No hace falta complicarlo demasiado. Pero sí evitar el mensaje genérico que intenta gustar a todo el mundo y termina sin conectar con nadie.
El asunto es el 50% del trabajo
Puedes haber preparado el mejor evento del año, pero si el asunto no despierta interés, tu correo no se abrirá.
Así que asuntos como “Invitación a webinar”, “Esto te interesa”, “El mejor evento del año”… Eso no dice nada. En su lugar, piensa en el beneficio concreto. Por ejemplo:
“Cómo mejorar tus conversiones sin invertir más en publicidad. Trucos prácticos”.
“¿Y si le damos la vuelta a cómo captar clientes online?”.
“En 60 minutos te enseñaré esto…”.
No se trata de exagerar, sino de ser específico. La claridad y transparencia venden mucho más.
Y lo mismo ocurre con la llamada a la acción. “Haz clic aquí” es demasiado neutro. Es mucho más efectivo decir “Reserva tu plaza” o “Confirma tu asistencia ahora”. Cuanto más claro sea el siguiente paso, más fácil será que lo den.
El seguimiento es donde se juega la rentabilidad
Aquí es donde muchos bajan la guardia.
Termina el evento y se acabó la comunicación.
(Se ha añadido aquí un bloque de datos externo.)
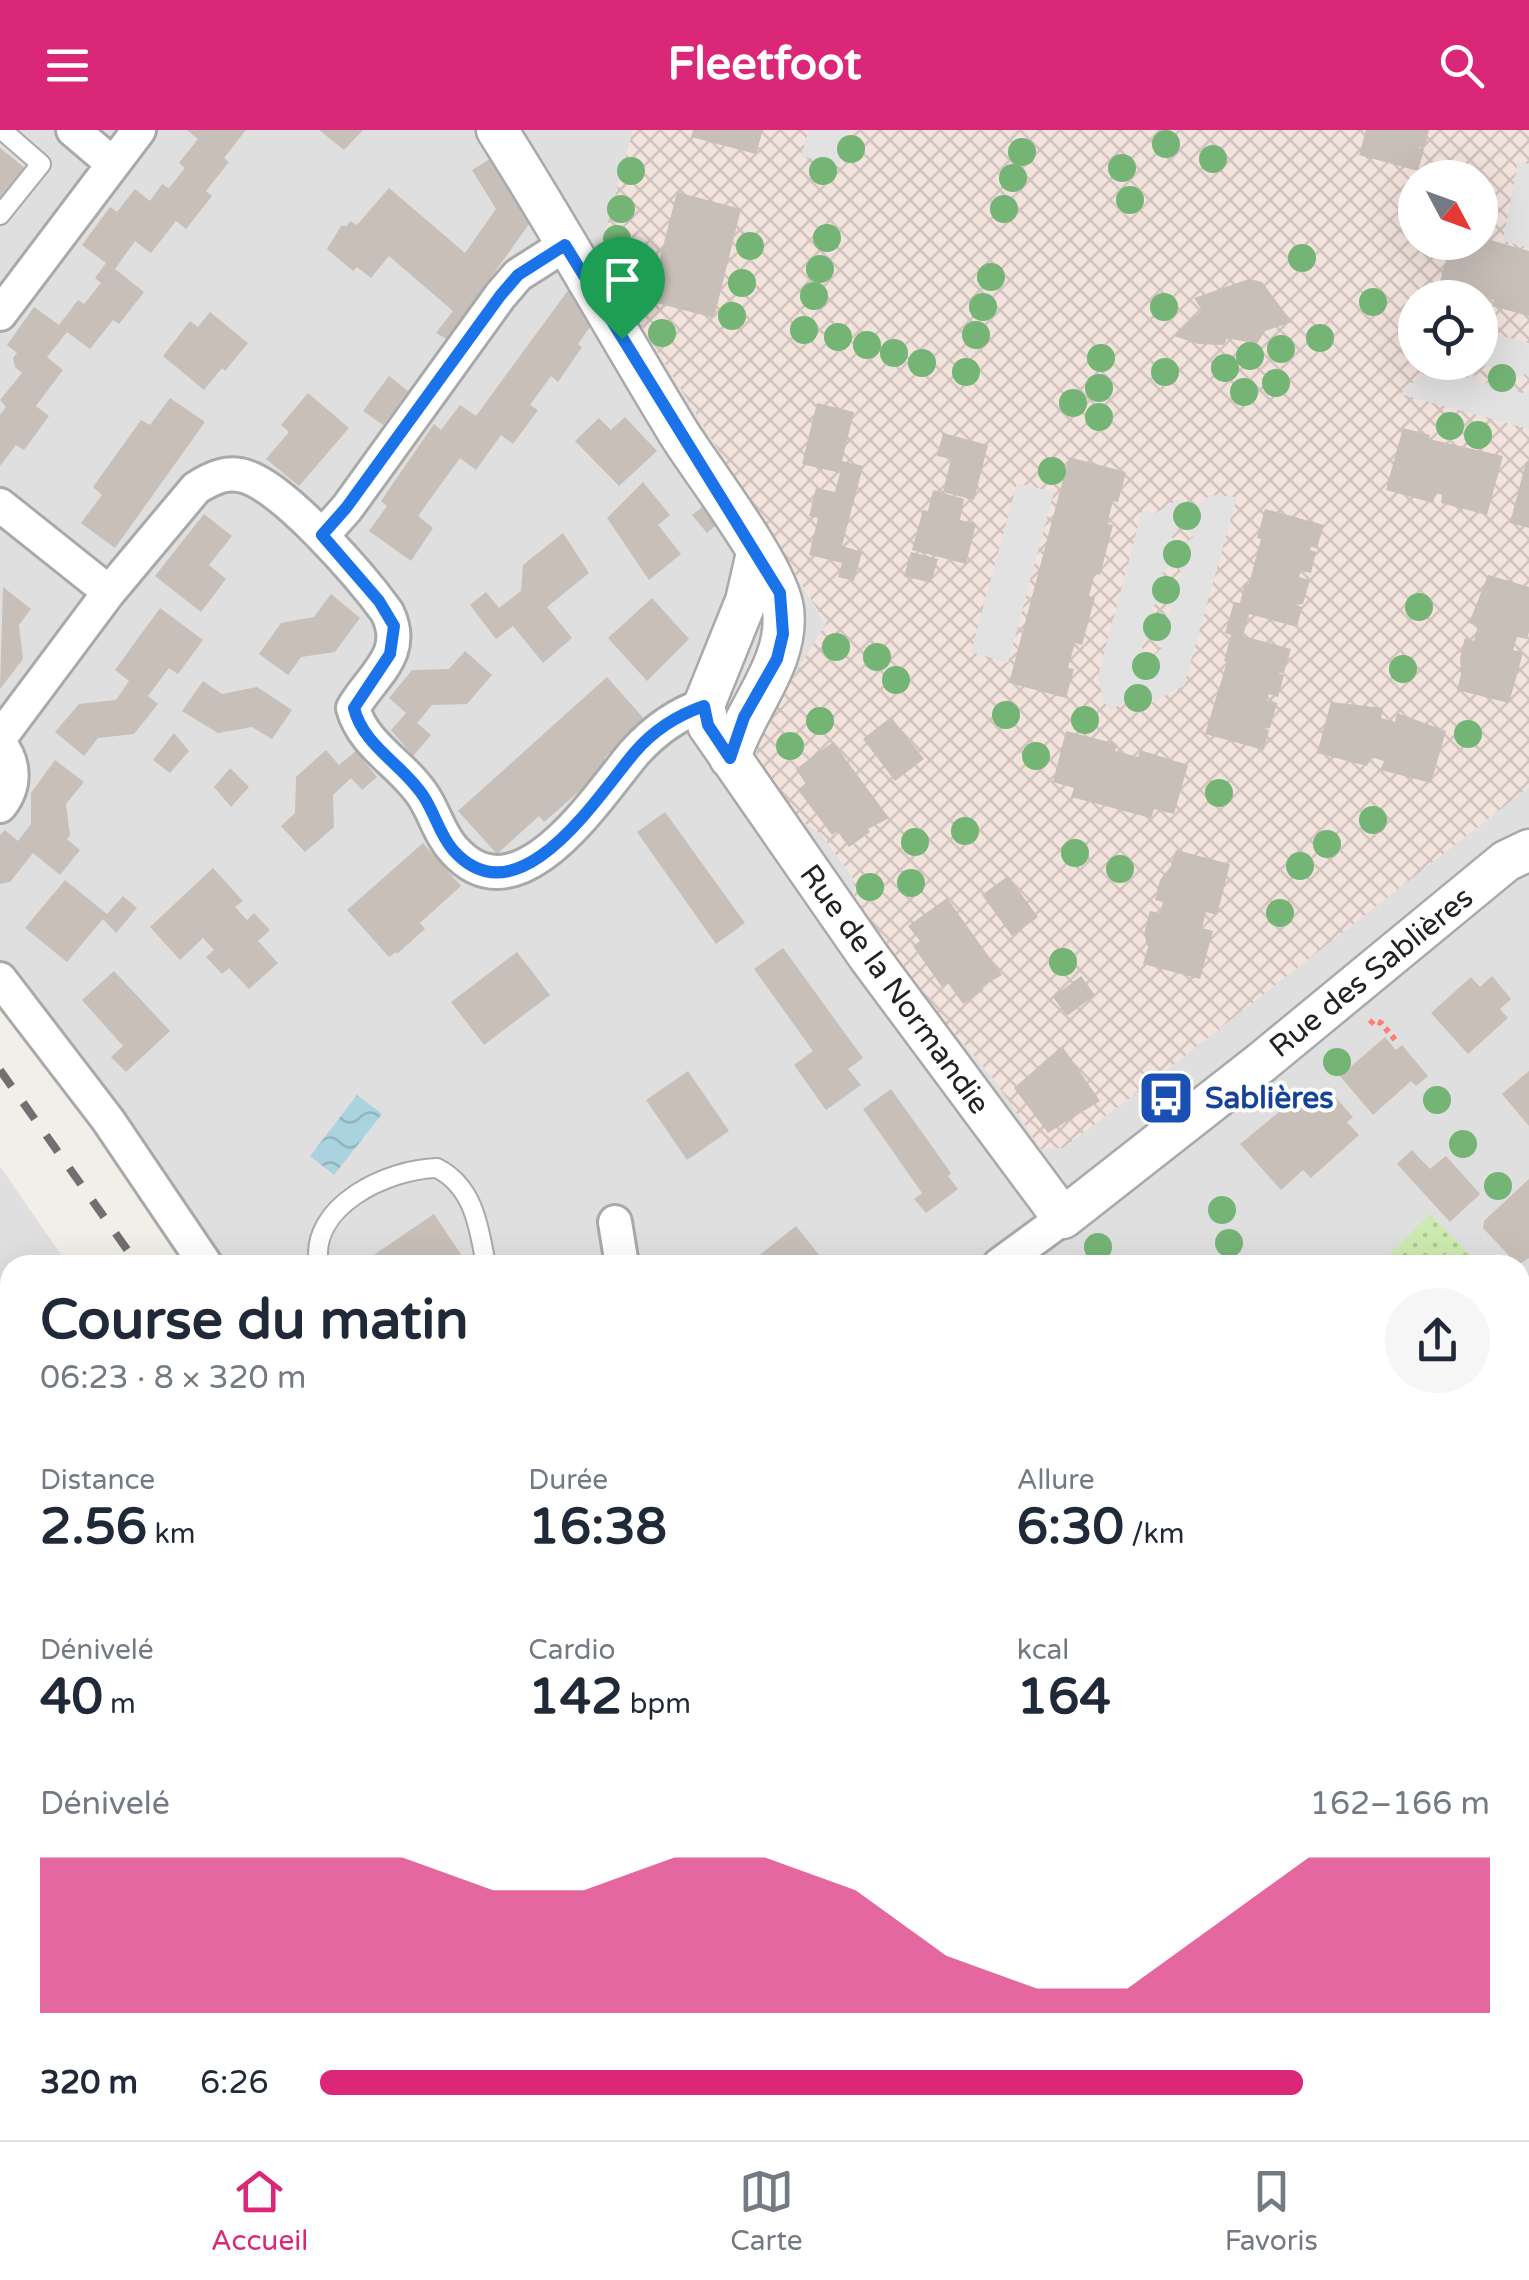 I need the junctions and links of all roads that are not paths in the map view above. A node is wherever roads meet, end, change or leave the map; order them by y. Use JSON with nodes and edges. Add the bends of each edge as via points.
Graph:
{"nodes":[{"id":1,"x":2,"y":130,"type":"edge"},
{"id":2,"x":73,"y":130,"type":"edge"},
{"id":3,"x":139,"y":130,"type":"edge"},
{"id":4,"x":498,"y":130,"type":"edge"},
{"id":5,"x":113,"y":164,"type":"junction"},
{"id":6,"x":0,"y":215,"type":"edge"},
{"id":7,"x":565,"y":245,"type":"junction"},
{"id":8,"x":0,"y":314,"type":"edge"},
{"id":9,"x":0,"y":505,"type":"edge"},
{"id":10,"x":322,"y":535,"type":"junction"},
{"id":11,"x":757,"y":554,"type":"junction"},
{"id":12,"x":110,"y":592,"type":"junction"},
{"id":13,"x":704,"y":706,"type":"junction"},
{"id":14,"x":0,"y":741,"type":"edge"},
{"id":15,"x":730,"y":758,"type":"junction"},
{"id":16,"x":0,"y":806,"type":"edge"},
{"id":17,"x":1521,"y":847,"type":"edge"},
{"id":18,"x":0,"y":979,"type":"edge"},
{"id":19,"x":1063,"y":1218,"type":"junction"},
{"id":20,"x":614,"y":1222,"type":"dead end"},
{"id":21,"x":199,"y":1255,"type":"edge"},
{"id":22,"x":319,"y":1255,"type":"edge"},
{"id":23,"x":484,"y":1255,"type":"edge"},
{"id":24,"x":620,"y":1255,"type":"edge"},
{"id":25,"x":1013,"y":1255,"type":"edge"}],
"edges":[{"from":1,"to":6,"type":"lane","via":[[41,164]]},
{"from":2,"to":5,"type":"street"},
{"from":3,"to":5,"type":"street"},
{"from":4,"to":7,"type":"street"},
{"from":5,"to":8,"type":"street"},
{"from":7,"to":10,"type":"street","via":[[518,275],[500,296]]},
{"from":7,"to":11,"type":"street"},
{"from":9,"to":12,"type":"street"},
{"from":10,"to":12,"type":"street","via":[[260,483],[228,474],[196,488]]},
{"from":10,"to":13,"type":"street","via":[[394,626],[390,654],[354,708],[357,722],[423,794],[444,837],[470,864],[490,871],[532,862],[596,804],[635,752]]},
{"from":11,"to":13,"type":"street","via":[[746,601]]},
{"from":11,"to":15,"type":"street","via":[[780,593],[783,634]]},
{"from":12,"to":14,"type":"street"},
{"from":13,"to":15,"type":"street","name":"Rue de la Normandie"},
{"from":14,"to":16,"type":"street","via":[[12,782]]},
{"from":15,"to":19,"type":"street","name":"Rue de la Normandie"},
{"from":17,"to":19,"type":"street","name":"Rue des Sablières"},
{"from":18,"to":21,"type":"street","via":[[108,1120]]},
{"from":19,"to":25,"type":"street","name":"Rue des Sablières"},
{"from":20,"to":24,"type":"street"},
{"from":22,"to":23,"type":"lane","via":[[319,1238],[358,1192],[390,1176],[436,1168],[459,1183],[470,1201]]}]}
Error.
Después del evento tienes una oportunidad enorme. Puedes enviar un agradecimiento, la grabación, un resumen con los puntos clave o un recurso complementario. Eso refuerza tu posicionamiento y mantiene la conversación activa.
Además, puedes diferenciar entre quienes asistieron y quienes no. A los que no asistieron puedes enviarles la grabación con un mensaje breve del tipo: “Sé que no pudiste estar, aquí tienes lo más importante”. Esa simple atención mejora la percepción de tu marca.
Si el evento tenía un objetivo comercial, el email posterior es el momento natural para presentar la oferta. No como algo improvisado, sino como el siguiente paso lógico.
Preguntas frecuentes sobre la estrategia de email marketing para eventos
¿Cuánto tiempo antes del evento debería empezar la promoción?
Depende del tipo de evento, pero como referencia práctica, entre dos y cuatro semanas suele funcionar bien. Para eventos presenciales o de mayor inversión, conviene empezar incluso antes.
¿Cuántos emails son suficientes?
No hay un número fijo. Lo importante es que cada correo aporte algo diferente. Si solo repites el mismo mensaje, resultará invasivo e incluso lo tratarán como spam. Si cada envío avanza la conversación, se percibe como algo útil.
¿Es recomendable añadir urgencia a tomar acción?
Sí, pero con cabeza. Si dices que las plazas son limitadas, que realmente lo sean. La urgencia funciona cuando es de verdad. Lo mismo con los precios: si dices que en una semana se duplica el precio, que así sea.
¿Cómo aumento la asistencia real y no solo los registros?
Los recordatorios el día anterior y el mismo día son clave. También ayuda recordar qué problema concreto se resolverá y cuánto tiempo durará el evento. Cuanta menos incertidumbre, mayor asistencia.
¿Debo analizar los resultados aunque el evento haya ido bien?
Siempre. Revisar aperturas, clics y conversiones te permitirá saber qué funcionó mejor. Esa información es oro para el siguiente evento.
Tu estrategia de email marketing para eventos
Optimizar tu estrategia de email marketing para eventos no depende tanto de la herramienta que uses, sino de cómo piensas lo que vas a comunicar.
Cuando tienes claro qué quieres conseguir y a quién te estás dirigiendo, tus mensajes empiezan a tener más sentido. Dejas de enviar correos por cumplir y empiezas a escribir con intención.
Y en ese momento, el email deja de ser un simple recordatorio y se convierte en una conversación que puede cambiar el rumbo de tu evento… y de tu negocio.